I'm writing a background job to automatically process A/B test data in BigQuery, and I'm finding that I'm hitting "Resources exceeded during query execution" when doing large GROUP EACH BY statements. I saw from Resources Exceeded during query execution that reducing the number of groups can make queries succeed, so I split up my data into smaller pieces, but I'm still hitting errors (although less frequently). It would be nice to get a better intuition about what actually causes this error. In particular:
- Does "resources exceeded" always mean that a shard ran out of memory, or could it also mean that the task ran out of time?
- What's the right way to approximate the memory usage and the total memory I have available?

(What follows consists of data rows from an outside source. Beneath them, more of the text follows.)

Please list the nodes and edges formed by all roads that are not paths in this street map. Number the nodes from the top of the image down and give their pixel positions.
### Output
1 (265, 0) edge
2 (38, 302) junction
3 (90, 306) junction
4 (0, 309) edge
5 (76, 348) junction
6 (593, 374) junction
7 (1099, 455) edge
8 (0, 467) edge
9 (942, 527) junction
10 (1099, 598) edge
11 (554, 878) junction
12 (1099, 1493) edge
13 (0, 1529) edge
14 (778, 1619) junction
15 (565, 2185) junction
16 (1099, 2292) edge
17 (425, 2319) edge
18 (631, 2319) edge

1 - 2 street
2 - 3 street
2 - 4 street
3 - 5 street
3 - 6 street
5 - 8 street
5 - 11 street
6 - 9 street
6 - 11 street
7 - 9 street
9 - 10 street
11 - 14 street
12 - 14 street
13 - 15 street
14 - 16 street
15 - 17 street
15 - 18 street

Am I correct in assuming each shard tracks about 1/n of the groups and keeps the group key and all aggregates for each group, or is there another way that I should be thinking about it?
- How is the number of shards determined? In particular, do I get fewer shards/resources if I'm querying over a smaller dataset?
The problematic query looks like this (in practice, it's used as a subquery, and the outer query aggregates the results):
SELECT
alternative,
snapshot_time,
SUM(column_1),
...
SUM(column_139)
FROM
my_table
CROSS JOIN
[table containing 24 unix timestamps] timestamps
WHERE last_updated_time < timestamps.snapshot_time
GROUP EACH BY alternative, user_id, snapshot_time
(Here's an example failed job: 124072386181:job_XF6MksqoItHNX94Z6FaKpuktGh4 )
I realize this query may be asking for trouble, but in this case, the table is only 22MB and the query results in under a million groups and it's still failing with "resources exceeded". Reducing the number of timestamps to process at once fixes the error, but I'm worried that I'll eventually hit a data scale large enough that this approach as a whole will stop working.